Flotilla is a self-service framework that dramatically simplifies the process of defining and executing containerized jobs. This means you get to focus on the work you're doing rather than how to do it.
Once deployed, Flotilla allows you to:
- Define containerized jobs by allowing you to specify exactly what command to run, what image to run that command in, and what resources that command needs to run
- Run any previously defined job and access its logs, status, and exit code
- View and edit job definitions with a flexible UI
- Run jobs and view execution history and logs within the UI
- Use the complete REST API for definitions, jobs, and logs to build your own custom workflows
Flotilla is strongly opinionated about self-service for data science.

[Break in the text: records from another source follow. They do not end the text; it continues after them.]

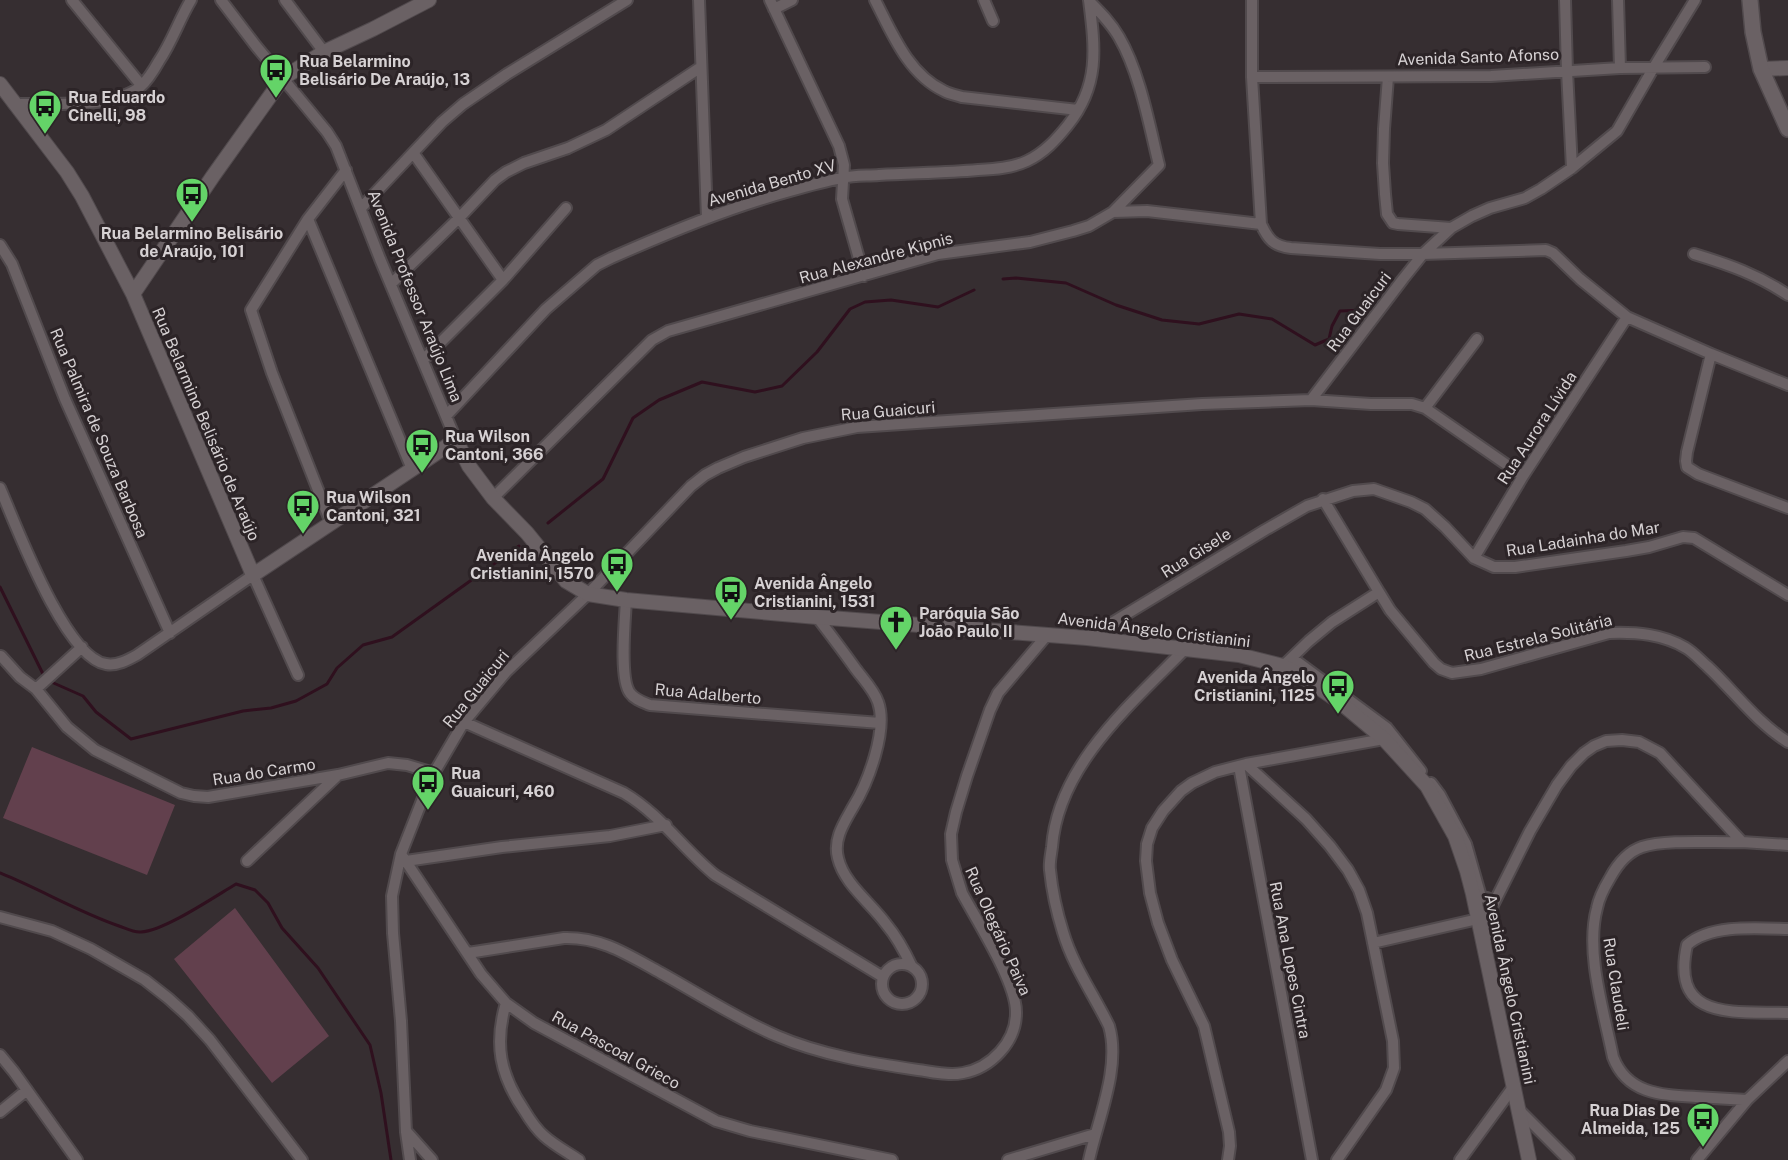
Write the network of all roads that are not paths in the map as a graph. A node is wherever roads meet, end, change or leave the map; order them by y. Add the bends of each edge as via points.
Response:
1 (72, 0) edge
2 (191, 0) edge
3 (221, 0) edge
4 (285, 0) edge
5 (429, 0) edge
6 (627, 0) edge
7 (699, 0) edge
8 (792, 0) edge
9 (875, 0) edge
10 (984, 0) edge
11 (1089, 0) edge
12 (1252, 0) edge
13 (1565, 0) edge
14 (1618, 0) edge
15 (1695, 0) edge
16 (1750, 0) edge
17 (772, 4) edge
18 (993, 21) dead end
19 (324, 52) junction
20 (1654, 67) junction
21 (1705, 67) dead end
22 (701, 68) junction
23 (1620, 68) junction
24 (1788, 68) edge
25 (1761, 69) junction
26 (1567, 70) junction
27 (1252, 77) junction
28 (1388, 77) junction
29 (283, 78) junction
30 (0, 84) edge
31 (141, 85) junction
32 (14, 104) junction
33 (1078, 110) junction
34 (1788, 129) edge
35 (414, 154) junction
36 (1572, 168) junction
37 (346, 170) junction
38 (844, 177) junction
39 (361, 208) junction
40 (566, 208) dead end
41 (1113, 212) junction
42 (460, 217) junction
43 (707, 218) junction
44 (308, 219) junction
45 (1261, 224) junction
46 (1451, 228) junction
47 (0, 246) edge
48 (1694, 254) dead end
49 (1423, 255) junction
50 (864, 276) junction
51 (503, 280) junction
52 (392, 283) junction
53 (133, 294) junction
54 (1788, 295) edge
55 (1627, 316) junction
56 (1477, 339) dead end
57 (1711, 354) junction
58 (423, 360) junction
59 (1788, 385) edge
60 (1311, 400) junction
61 (1425, 408) junction
62 (446, 416) junction
63 (456, 441) junction
64 (412, 468) junction
65 (1523, 476) junction
66 (0, 488) edge
67 (493, 498) junction
68 (1323, 500) junction
69 (1788, 508) edge
70 (331, 523) junction
71 (1474, 558) junction
72 (253, 575) junction
73 (1379, 592) junction
74 (588, 594) junction
75 (1788, 594) edge
76 (626, 600) junction
77 (817, 617) junction
78 (170, 633) junction
79 (1047, 635) junction
80 (1088, 638) junction
81 (82, 647) junction
82 (1186, 648) junction
83 (1, 656) edge
84 (1287, 662) junction
85 (298, 675) dead end
86 (36, 689) junction
87 (464, 722) junction
88 (880, 723) junction
89 (1384, 739) junction
90 (1788, 742) edge
91 (1242, 765) junction
92 (434, 773) junction
93 (338, 775) junction
94 (666, 825) junction
95 (1742, 842) junction
96 (1788, 845) edge
97 (403, 857) junction
98 (247, 861) dead end
99 (1493, 905) junction
100 (0, 917) edge
101 (1478, 919) junction
102 (1788, 928) edge
103 (1373, 943) junction
104 (1484, 949) junction
105 (468, 953) junction
106 (912, 967) junction
107 (883, 977) junction
108 (506, 1003) junction
109 (1788, 1013) edge
110 (0, 1055) edge
111 (1788, 1061) edge
112 (1514, 1086) junction
113 (27, 1090) junction
114 (1747, 1100) junction
115 (1519, 1110) junction
116 (0, 1112) edge
117 (406, 1132) junction
118 (1095, 1134) junction
119 (77, 1160) edge
120 (302, 1160) edge
121 (410, 1160) edge
122 (432, 1160) edge
123 (579, 1160) edge
124 (892, 1160) edge
125 (1008, 1160) edge
126 (1089, 1160) edge
127 (1228, 1160) edge
128 (1312, 1160) edge
129 (1337, 1160) edge
130 (1460, 1160) edge
131 (1529, 1160) edge
132 (1569, 1160) edge
133 (1698, 1160) edge

1 - 31 street
2 - 31 street via 161,59
3 - 29 street, Avenida Professor Araújo Lima
4 - 19 street
5 - 19 street
6 - 35 street via 480,91 442,122
7 - 22 street
8 - 17 street
9 - 33 street via 911,64 944,92
10 - 18 street
11 - 33 street, Avenida Bento XV via 1094,70
11 - 41 street, Rua Alexandre Kipnis via 1112,26 1125,50 1159,165
12 - 27 street
13 - 26 street
14 - 23 street
15 - 20 street, Rua Guaicuri
16 - 25 main road
17 - 38 street via 838,146
19 - 29 street
20 - 21 street, Avenida Santo Afonso
20 - 23 street, Avenida Santo Afonso
20 - 36 street, Rua Guaicuri via 1617,131
22 - 42 street via 606,130 506,172
22 - 43 street
23 - 26 street, Avenida Santo Afonso
24 - 25 street
25 - 34 main road
26 - 28 street, Avenida Santo Afonso via 1491,76
26 - 36 street
27 - 28 street, Avenida Santo Afonso
27 - 45 street
28 - 46 street via 1383,163 1388,214 1398,224
29 - 37 street, Avenida Professor Araújo Lima via 327,132
29 - 53 street, Rua Belarmino Belisário de Araújo
30 - 32 street
31 - 32 street via 106,101
32 - 53 street via 67,172
33 - 38 street, Avenida Bento XV via 1042,153 1014,165 949,173
35 - 39 street
35 - 42 street
36 - 46 street, Rua Guaicuri via 1525,198 1481,212
37 - 39 street, Avenida Professor Araújo Lima
37 - 44 street
38 - 43 street, Avenida Bento XV
38 - 50 street via 844,210
39 - 52 street, Avenida Professor Araújo Lima
40 - 51 street
41 - 45 street via 1147,211
41 - 50 street, Rua Alexandre Kipnis via 1073,231 1030,242 938,254
42 - 51 street
42 - 52 street
43 - 62 street, Avenida Bento XV via 597,265 546,309
44 - 64 street
44 - 70 street via 251,310
45 - 49 street via 1279,246
46 - 49 street, Rua Guaicuri
47 - 78 street, Rua Palmira de Souza Barbosa via 16,272 65,399
48 - 54 street via 1757,276
49 - 55 street via 1546,250
49 - 60 street, Rua Guaicuri
50 - 67 street, Rua Alexandre Kipnis via 688,324 652,340
51 - 58 street
52 - 58 street, Avenida Professor Araújo Lima
53 - 72 street, Rua Belarmino Belisário de Araújo
55 - 57 street
55 - 65 street, Rua Aurora Lívida
56 - 61 street
57 - 59 street
57 - 69 street via 1687,467
58 - 62 street, Avenida Professor Araújo Lima
60 - 61 street via 1412,404
60 - 74 street, Rua Guaicuri via 857,427 803,438 718,468 691,486
61 - 65 street
62 - 63 street, Avenida Professor Araújo Lima
63 - 64 street
63 - 67 street, Avenida Professor Araújo Lima
64 - 70 street
65 - 71 street, Rua Aurora Lívida
66 - 81 street via 48,598
67 - 74 street, Avenida Professor Araújo Lima via 566,581
68 - 71 street, Rua Ladainha do Mar via 1374,489 1411,502 1432,514
68 - 73 street
68 - 80 street, Rua Gisele via 1235,546
70 - 72 street
71 - 75 street, Rua Ladainha do Mar via 1494,567 1515,567 1694,538
72 - 78 street
72 - 85 street, Rua Belarmino Belisário de Araújo
73 - 84 street via 1332,622
73 - 90 street, Rua Estrela Solitária via 1434,663 1452,673 1481,669 1609,633 1647,634 1677,643
74 - 76 street, Avenida Ângelo Cristianini
74 - 87 street, Rua Guaicuri via 506,672
76 - 77 street, Avenida Ângelo Cristianini
76 - 88 street, Rua Adalberto via 624,680 631,695 639,701
77 - 79 street, Avenida Ângelo Cristianini
77 - 88 street via 874,695
78 - 81 street via 126,661 114,664 105,664
79 - 80 street, Avenida Ângelo Cristianini
79 - 105 street, Rua Olegário Paiva via 998,693 951,834 952,860 962,893 1006,976 1017,1011 1009,1039 988,1063 950,1074 805,1047 774,1035 594,940 564,938
80 - 82 street, Avenida Ângelo Cristianini
81 - 86 street
82 - 84 street, Avenida Ângelo Cristianini
82 - 118 street via 1118,718 1080,766 1065,794 1053,831 1050,869 1063,933 1113,1037 1109,1083
83 - 86 street, Rua do Carmo
84 - 89 street, Avenida Ângelo Cristianini
84 - 99 street via 1387,728 1440,795 1466,844 1481,897
86 - 93 street, Rua do Carmo via 67,727 95,750 184,794 208,797
87 - 92 street, Rua Guaicuri
87 - 94 street via 624,793
88 - 106 street via 863,791 844,823 836,848 843,872 886,923
89 - 91 street
89 - 101 street, Avenida Ângelo Cristianini via 1427,786 1451,829 1467,871
91 - 103 street via 1305,819 1348,870 1367,913
91 - 127 street via 1215,772 1181,791 1152,828 1146,861 1158,923 1209,1042 1229,1132
91 - 128 street, Rua Ana Lopes Cintra
92 - 93 street, Rua do Carmo via 388,763
92 - 97 street, Rua Guaicuri
93 - 98 street
94 - 97 street via 610,836
94 - 107 street via 715,875
95 - 96 street, Rua Claudeli
95 - 99 street via 1660,753 1639,742 1606,741 1584,753 1557,785
95 - 114 street, Rua Claudeli via 1662,843 1629,853 1614,870 1596,908 1593,949 1613,1057 1628,1080 1663,1095
97 - 105 street, Rua Pascoal Grieco
97 - 117 street, Rua Guaicuri via 395,876 392,913
99 - 101 street
99 - 104 street
100 - 120 street via 52,931 91,949 168,998 210,1040
101 - 103 street
101 - 104 street, Avenida Ângelo Cristianini
102 - 109 street via 1724,930 1695,937 1687,945 1684,971 1689,991 1709,1007
103 - 129 street via 1393,1041 1394,1068 1386,1090
104 - 112 street, Avenida Ângelo Cristianini
105 - 108 street, Rua Pascoal Grieco
106 - 107 street via 892,966
106 - 107 street via 922,982 919,994 911,1002 899,1004 889,999 883,989
108 - 123 street via 500,1023 501,1064 506,1080 536,1128
108 - 124 street, Rua Pascoal Grieco via 534,1023 716,1121
110 - 113 street
111 - 114 street
112 - 115 street, Avenida Ângelo Cristianini
112 - 130 street
113 - 116 street
113 - 119 street
114 - 133 street
115 - 131 street, Avenida Ângelo Cristianini
115 - 132 street
117 - 121 street, Rua Guaicuri
117 - 122 street
118 - 125 street
118 - 126 street

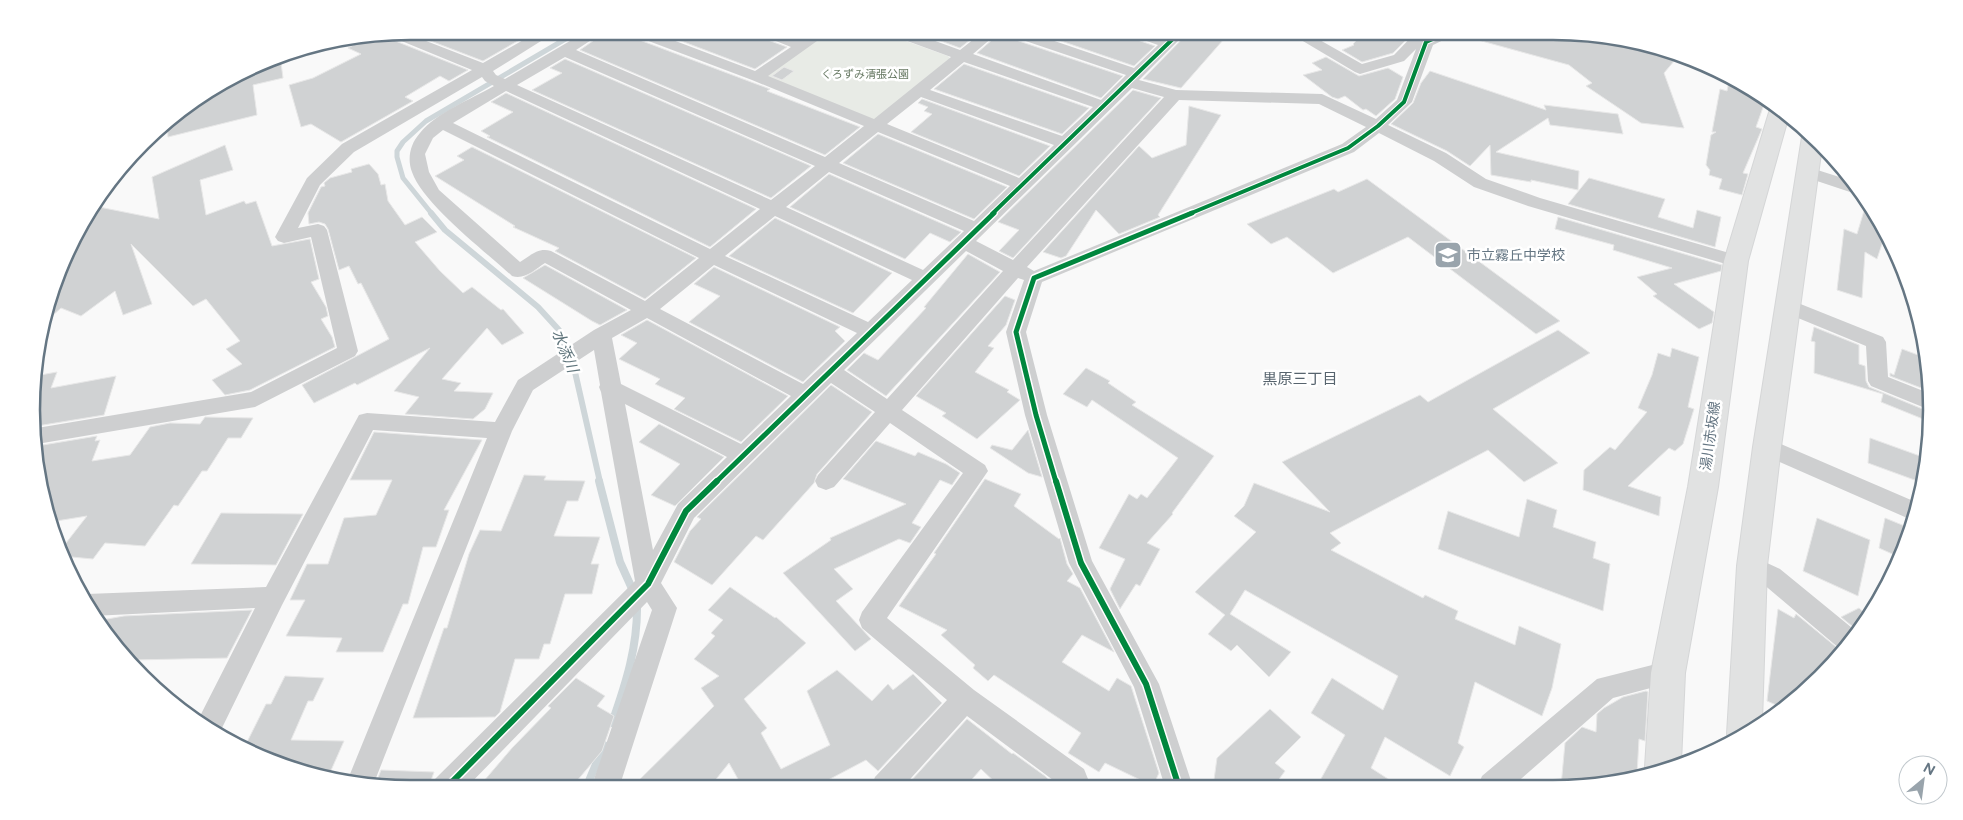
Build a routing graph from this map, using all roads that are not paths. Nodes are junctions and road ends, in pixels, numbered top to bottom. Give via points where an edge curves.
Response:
1 (408, 40) edge
2 (540, 40) edge
3 (583, 40) edge
4 (660, 40) edge
5 (787, 40) edge
6 (811, 40) edge
7 (918, 40) edge
8 (982, 40) edge
9 (1034, 40) edge
10 (1159, 40) edge
11 (1171, 40) edge
12 (1309, 40) edge
13 (1412, 40) edge
14 (1431, 40) edge
15 (1168, 43) junction
16 (803, 46) junction
17 (564, 51) junction
18 (962, 56) junction
19 (757, 77) junction
20 (1133, 78) junction
21 (495, 79) junction
22 (918, 91) junction
23 (1175, 95) junction
24 (1104, 106) junction
25 (1778, 116) edge
26 (441, 123) junction
27 (1378, 126) junction
28 (874, 127) junction
29 (1065, 143) junction
30 (1812, 145) edge
31 (827, 165) junction
32 (1808, 172) junction
33 (1022, 185) junction
34 (1847, 185) edge
35 (774, 208) junction
36 (969, 236) junction
37 (712, 257) junction
38 (1736, 261) junction
39 (1025, 274) junction
40 (927, 279) junction
41 (1788, 306) junction
42 (646, 310) junction
43 (872, 332) junction
44 (601, 335) junction
45 (831, 372) junction
46 (609, 387) junction
47 (806, 395) junction
48 (1923, 399) edge
49 (887, 410) junction
50 (501, 431) junction
51 (41, 435) edge
52 (1767, 447) junction
53 (744, 456) junction
54 (826, 481) dead end
55 (1909, 509) edge
56 (1752, 566) junction
57 (648, 584) junction
58 (274, 597) junction
59 (96, 605) edge
60 (1844, 638) edge
61 (1668, 674) junction
62 (965, 699) junction
63 (211, 722) edge
64 (1744, 726) edge
65 (1664, 762) edge
66 (363, 777) edge
67 (454, 780) edge
68 (608, 780) edge
69 (892, 780) edge
70 (1073, 780) edge
71 (1177, 780) edge
72 (1499, 780) edge

1 - 21 street
2 - 21 street
3 - 17 street
4 - 19 street
5 - 16 street
6 - 16 street
7 - 18 street
8 - 18 street
9 - 20 street
10 - 15 street
11 - 15 street
12 - 13 street via 1360,69 1399,58
14 - 27 street via 1426,42 1404,102
15 - 20 street
16 - 19 street
17 - 21 street
17 - 31 street
18 - 22 street
18 - 24 street
19 - 28 street
20 - 23 street
20 - 24 street
21 - 26 street
21 - 35 street
21 - 51 street via 348,148 313,182 284,237 318,230 348,351 255,399
22 - 28 street
22 - 29 street
23 - 27 street via 1322,99
23 - 39 street via 1084,192
24 - 29 street
25 - 38 main road, 湯川赤坂線
26 - 37 street
26 - 42 street via 426,136 417,154 420,172 432,193 519,272 544,255
27 - 38 street via 1440,157 1480,183
27 - 39 street via 1348,148
28 - 31 street
28 - 33 street
29 - 33 street
30 - 32 main road
31 - 35 street
31 - 36 street
32 - 34 street
32 - 41 main road
33 - 36 street
35 - 37 street
35 - 40 street
36 - 39 street
36 - 40 street
37 - 42 street
37 - 43 street
38 - 61 main road, 湯川赤坂線 via 1703,487
39 - 49 street
39 - 71 street via 1016,332 1036,415 1080,563 1146,684
40 - 43 street
41 - 48 street via 1876,342 1878,381
41 - 52 main road
42 - 44 street
42 - 47 street
43 - 45 street
44 - 46 street
44 - 50 street via 525,385
45 - 47 street
45 - 49 street
46 - 53 street
46 - 57 street
47 - 53 street
49 - 54 street
49 - 62 street via 977,471 871,620
50 - 58 street via 367,421
50 - 66 street
52 - 55 street
52 - 56 main road
53 - 57 street via 686,511
56 - 60 street via 1771,576
56 - 64 main road
57 - 67 street
57 - 68 street via 665,608
58 - 59 street
58 - 63 street
61 - 65 main road, 湯川赤坂線
61 - 72 street via 1606,688
62 - 69 street
62 - 70 street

The core assumption is that you understand your work the best. Therefore, it is you who should own your work from end-to-end. In other words, you shouldn't need to be a "production engineer" to run your jobs or to access logs in case of problems. Do this with Flotilla.
Flotilla uses AWS's Elastic Kubernetes Service (EKS) as the execution backend. However, Flotilla does not manage EKS clusters. There must be at least one cluster defined in AWS's EKS service available to you and it must have at least one task node. Most typically this is the default cluster and examples will assume this going forward.
https://docs.aws.amazon.com/eks/latest/userguide/what-is-eks.html
You can run the service locally (which will still leverage AWS resources) using the docker-compose tool. From inside the repo run:
docker-compose up -d
You'll notice it builds the code in the repo and starts the flotilla service as well as the default postgres backend.
Verify the service is running by making a GET request with cURL (or navigating to in a web browser) the url http://localhost:5000/api/v6/task. A 200OK response means things are good!
Note: The default configuration under
confand in thedocker-compose.ymlassume port 3000. You'll have to change it in both places if you don't want to use port 3000 locally.
Flotilla has a simple, easy to use UI. Here's some example images for basic usage.
The UI allows you to quickly create new tasks.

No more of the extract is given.